WHAT YOU WILL DO.
Set the records down again. Match every line exactly.

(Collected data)
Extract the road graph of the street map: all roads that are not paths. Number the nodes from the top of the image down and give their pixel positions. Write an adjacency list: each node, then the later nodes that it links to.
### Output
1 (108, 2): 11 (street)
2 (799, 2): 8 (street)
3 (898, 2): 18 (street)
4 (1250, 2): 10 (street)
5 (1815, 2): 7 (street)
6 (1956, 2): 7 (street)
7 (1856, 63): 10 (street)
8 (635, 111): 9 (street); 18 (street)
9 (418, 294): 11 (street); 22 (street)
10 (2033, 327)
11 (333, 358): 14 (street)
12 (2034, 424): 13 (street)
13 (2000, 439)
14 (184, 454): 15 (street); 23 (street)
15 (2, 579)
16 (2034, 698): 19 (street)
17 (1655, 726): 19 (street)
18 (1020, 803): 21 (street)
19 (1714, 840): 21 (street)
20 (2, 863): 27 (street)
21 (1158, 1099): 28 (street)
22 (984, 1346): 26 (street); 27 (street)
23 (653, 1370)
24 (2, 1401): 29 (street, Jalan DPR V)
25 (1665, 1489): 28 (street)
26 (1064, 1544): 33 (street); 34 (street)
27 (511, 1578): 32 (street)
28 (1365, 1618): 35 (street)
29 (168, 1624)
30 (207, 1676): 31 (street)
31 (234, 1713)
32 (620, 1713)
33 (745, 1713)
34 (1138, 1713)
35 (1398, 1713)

EXERCISE SOLUTION.
Extract the road graph of the street map: all roads that are not paths. Number the nodes from the top of the image down and give their pixel positions. Write an adjacency list: each node, then the later nodes that it links to.
### Output
1 (108, 2): 11 (street)
2 (799, 2): 8 (street)
3 (898, 2): 18 (street)
4 (1250, 2): 10 (street)
5 (1815, 2): 7 (street)
6 (1956, 2): 7 (street)
7 (1856, 63): 10 (street)
8 (635, 111): 9 (street); 18 (street)
9 (418, 294): 11 (street); 22 (street)
10 (2033, 327)
11 (333, 358): 14 (street)
12 (2034, 424): 13 (street)
13 (2000, 439)
14 (184, 454): 15 (street); 23 (street)
15 (2, 579)
16 (2034, 698): 19 (street)
17 (1655, 726): 19 (street)
18 (1020, 803): 21 (street)
19 (1714, 840): 21 (street)
20 (2, 863): 27 (street)
21 (1158, 1099): 28 (street)
22 (984, 1346): 26 (street); 27 (street)
23 (653, 1370)
24 (2, 1401): 29 (street, Jalan DPR V)
25 (1665, 1489): 28 (street)
26 (1064, 1544): 33 (street); 34 (street)
27 (511, 1578): 32 (street)
28 (1365, 1618): 35 (street)
29 (168, 1624)
30 (207, 1676): 31 (street)
31 (234, 1713)
32 (620, 1713)
33 (745, 1713)
34 (1138, 1713)
35 (1398, 1713)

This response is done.